Below is the data. Give it again, complete and exact.

(Saved entries)
........
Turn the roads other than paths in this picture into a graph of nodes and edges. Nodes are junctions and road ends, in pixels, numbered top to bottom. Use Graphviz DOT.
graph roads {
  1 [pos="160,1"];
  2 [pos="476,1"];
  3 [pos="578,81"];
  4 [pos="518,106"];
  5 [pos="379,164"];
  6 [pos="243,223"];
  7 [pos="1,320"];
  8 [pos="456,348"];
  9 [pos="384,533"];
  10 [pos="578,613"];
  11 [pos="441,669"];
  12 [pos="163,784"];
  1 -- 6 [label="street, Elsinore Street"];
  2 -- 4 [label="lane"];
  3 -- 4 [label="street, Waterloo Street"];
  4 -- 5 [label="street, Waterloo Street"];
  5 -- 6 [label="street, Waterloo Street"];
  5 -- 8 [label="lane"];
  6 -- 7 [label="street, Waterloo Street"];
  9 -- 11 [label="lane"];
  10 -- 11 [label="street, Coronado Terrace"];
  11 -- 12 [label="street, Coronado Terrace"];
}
........
### WRITTEN RESPONSE
Turn the roads other than paths in this picture into a graph of nodes and edges. Nodes are junctions and road ends, in pixels, numbered top to bottom. Use Graphviz DOT.
graph roads {
  1 [pos="160,1"];
  2 [pos="476,1"];
  3 [pos="578,81"];
  4 [pos="518,106"];
  5 [pos="379,164"];
  6 [pos="243,223"];
  7 [pos="1,320"];
  8 [pos="456,348"];
  9 [pos="384,533"];
  10 [pos="578,613"];
  11 [pos="441,669"];
  12 [pos="163,784"];
  1 -- 6 [label="street, Elsinore Street"];
  2 -- 4 [label="lane"];
  3 -- 4 [label="street, Waterloo Street"];
  4 -- 5 [label="street, Waterloo Street"];
  5 -- 6 [label="street, Waterloo Street"];
  5 -- 8 [label="lane"];
  6 -- 7 [label="street, Waterloo Street"];
  9 -- 11 [label="lane"];
  10 -- 11 [label="street, Coronado Terrace"];
  11 -- 12 [label="street, Coronado Terrace"];
}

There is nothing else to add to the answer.